Assigned task: Images should be omitted while the rest of the data is duplicated exactly.
=== Extracted material ===
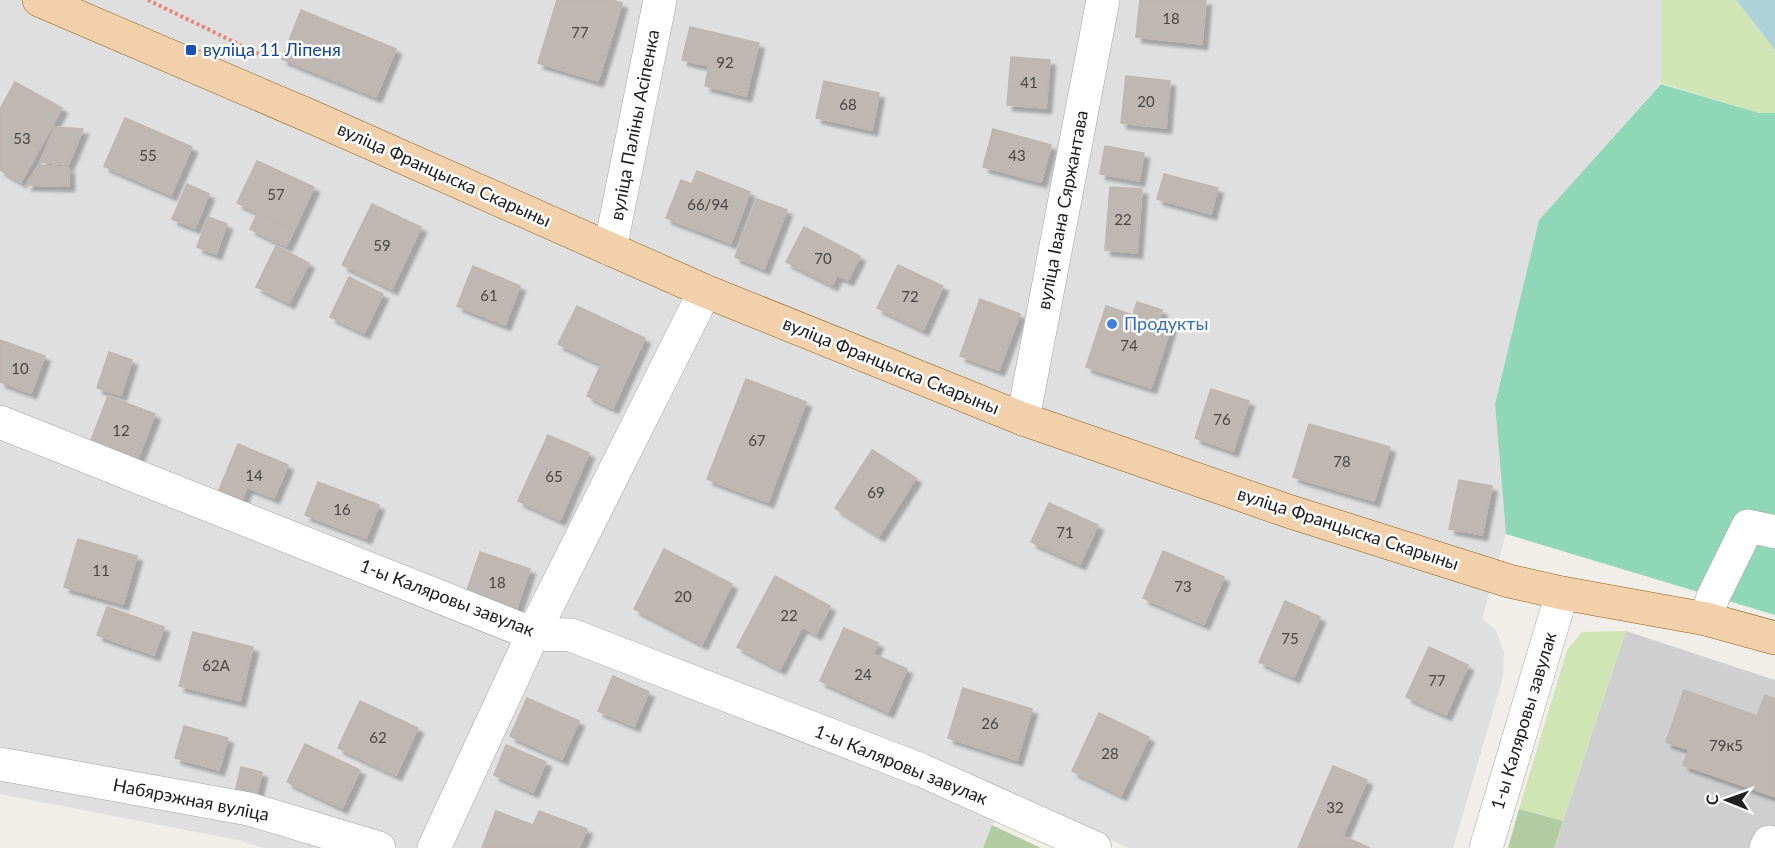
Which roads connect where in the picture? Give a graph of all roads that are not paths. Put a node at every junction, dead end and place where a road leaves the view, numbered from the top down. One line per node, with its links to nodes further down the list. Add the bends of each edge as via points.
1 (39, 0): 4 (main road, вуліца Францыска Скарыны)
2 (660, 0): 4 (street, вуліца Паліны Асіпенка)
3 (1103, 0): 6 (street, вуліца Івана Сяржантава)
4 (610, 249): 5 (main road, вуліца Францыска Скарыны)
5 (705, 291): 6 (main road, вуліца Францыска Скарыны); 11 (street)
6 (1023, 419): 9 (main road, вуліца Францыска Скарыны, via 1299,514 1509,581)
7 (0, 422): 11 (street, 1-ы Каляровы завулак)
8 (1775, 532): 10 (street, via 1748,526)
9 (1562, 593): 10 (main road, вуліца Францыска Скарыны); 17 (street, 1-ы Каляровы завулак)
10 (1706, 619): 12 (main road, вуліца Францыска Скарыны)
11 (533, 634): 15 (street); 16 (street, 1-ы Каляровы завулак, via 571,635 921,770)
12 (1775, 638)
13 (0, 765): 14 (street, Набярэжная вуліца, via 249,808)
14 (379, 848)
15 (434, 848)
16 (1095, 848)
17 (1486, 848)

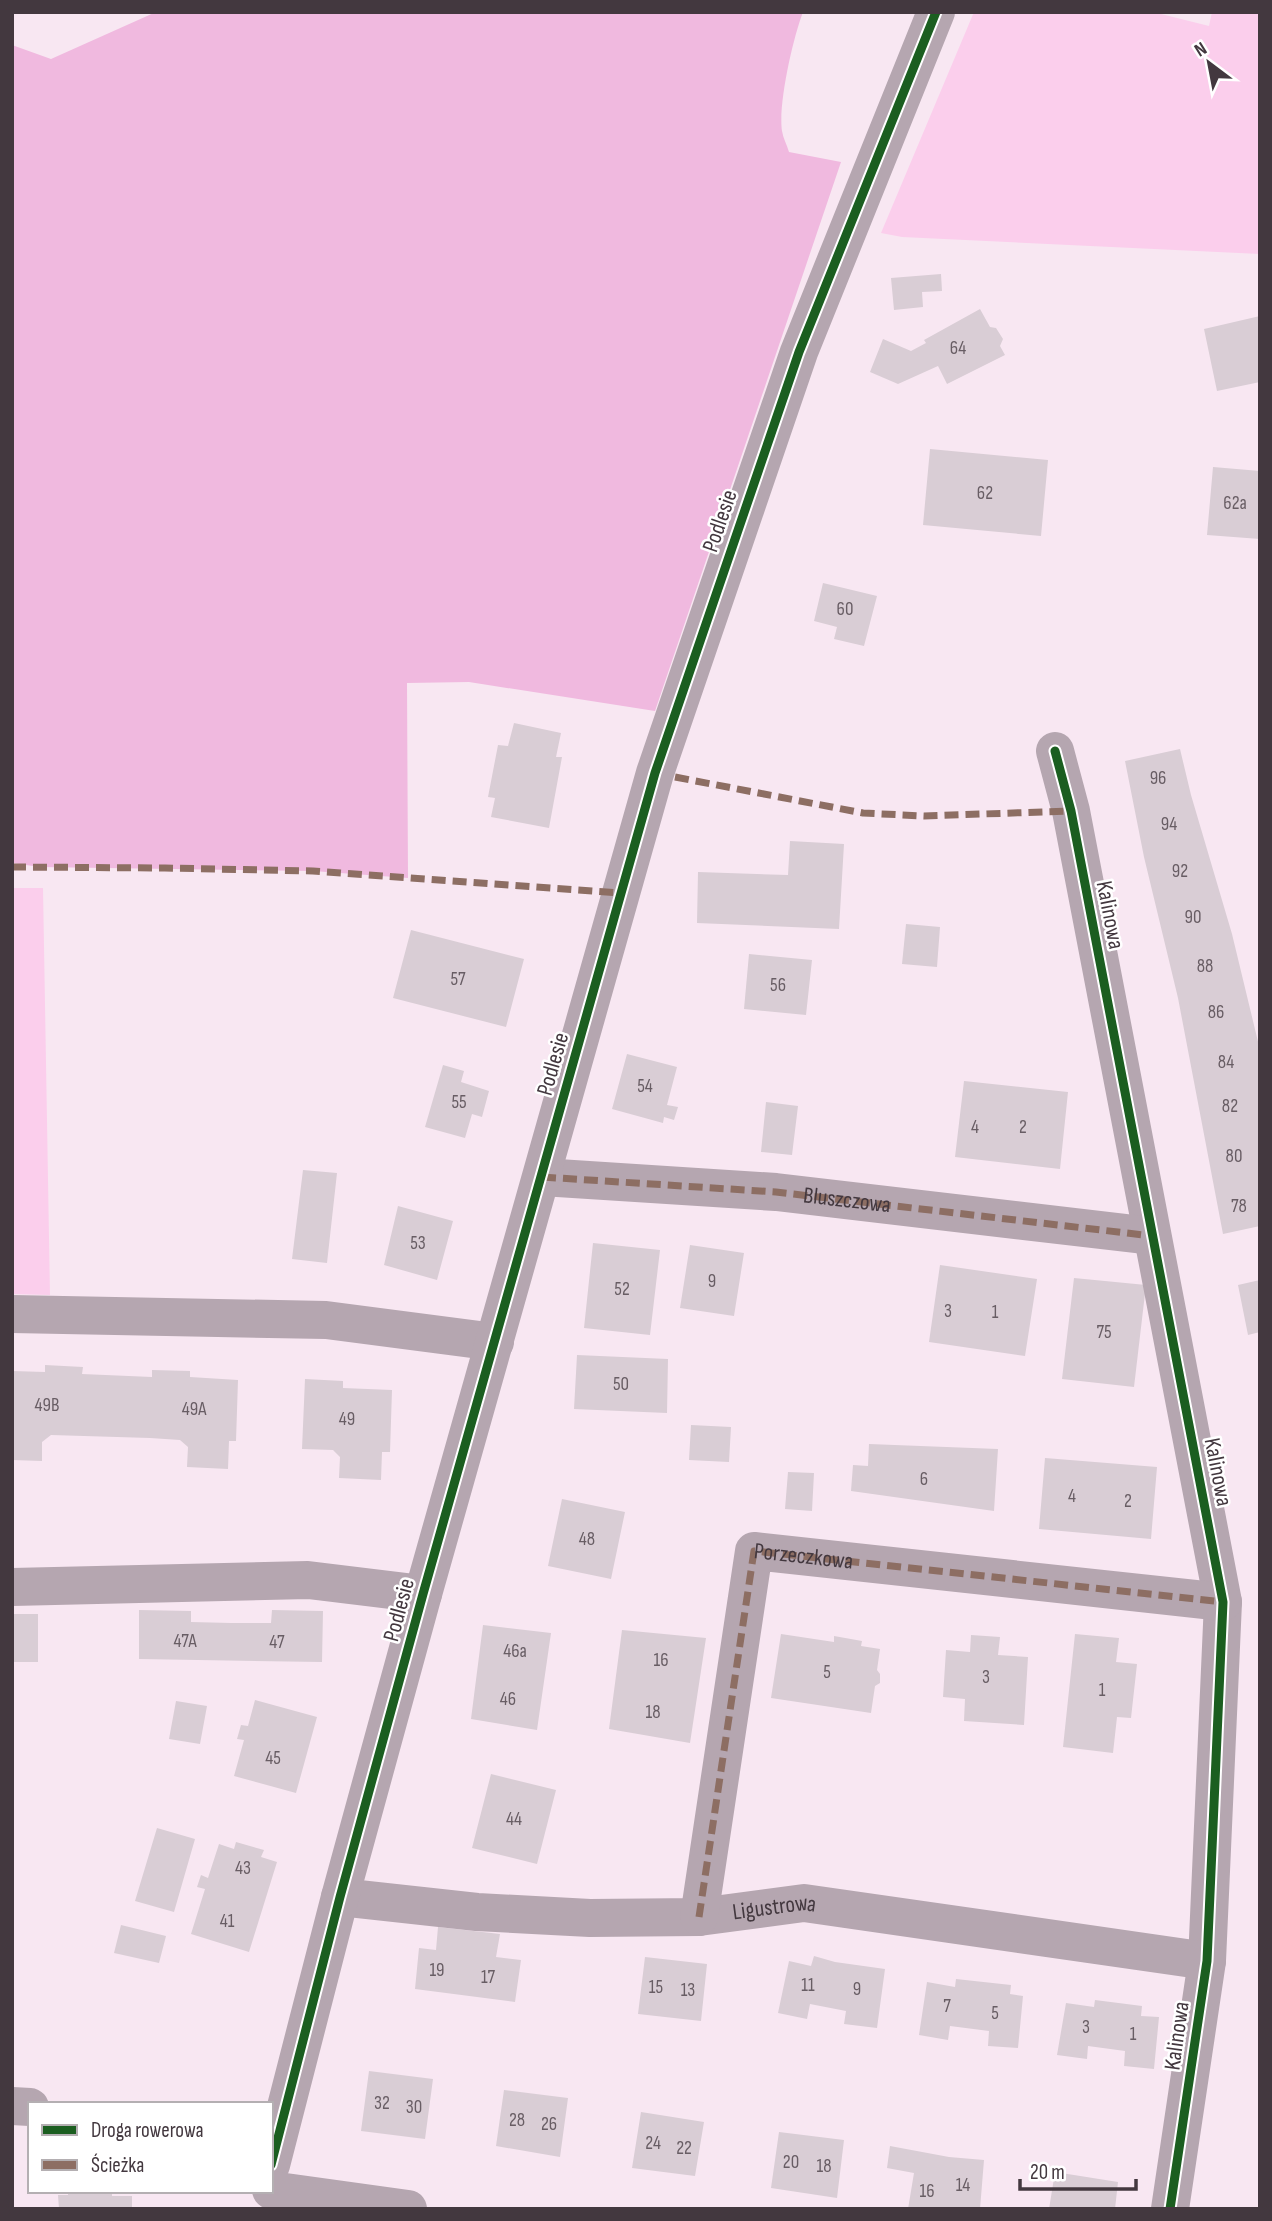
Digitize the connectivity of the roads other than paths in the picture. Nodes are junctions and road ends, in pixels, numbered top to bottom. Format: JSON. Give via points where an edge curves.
===
Task result:
Which roads connect where in the picture? Give a graph of all roads that are not paths. Put a node at every junction, dead end and place where a road leaves the view, numbered from the top down. One line per node, with its links to nodes further down the list. Add the bends of each edge as via points.
1 (39, 0): 4 (main road, вуліца Францыска Скарыны)
2 (660, 0): 4 (street, вуліца Паліны Асіпенка)
3 (1103, 0): 6 (street, вуліца Івана Сяржантава)
4 (610, 249): 5 (main road, вуліца Францыска Скарыны)
5 (705, 291): 6 (main road, вуліца Францыска Скарыны); 11 (street)
6 (1023, 419): 9 (main road, вуліца Францыска Скарыны, via 1299,514 1509,581)
7 (0, 422): 11 (street, 1-ы Каляровы завулак)
8 (1775, 532): 10 (street, via 1748,526)
9 (1562, 593): 10 (main road, вуліца Францыска Скарыны); 17 (street, 1-ы Каляровы завулак)
10 (1706, 619): 12 (main road, вуліца Францыска Скарыны)
11 (533, 634): 15 (street); 16 (street, 1-ы Каляровы завулак, via 571,635 921,770)
12 (1775, 638)
13 (0, 765): 14 (street, Набярэжная вуліца, via 249,808)
14 (379, 848)
15 (434, 848)
16 (1095, 848)
17 (1486, 848)

Digitize the connectivity of the roads other than paths in the picture. Nodes are junctions and road ends, in pixels, numbered top to bottom. Format: JSON. Give via points where an edge curves.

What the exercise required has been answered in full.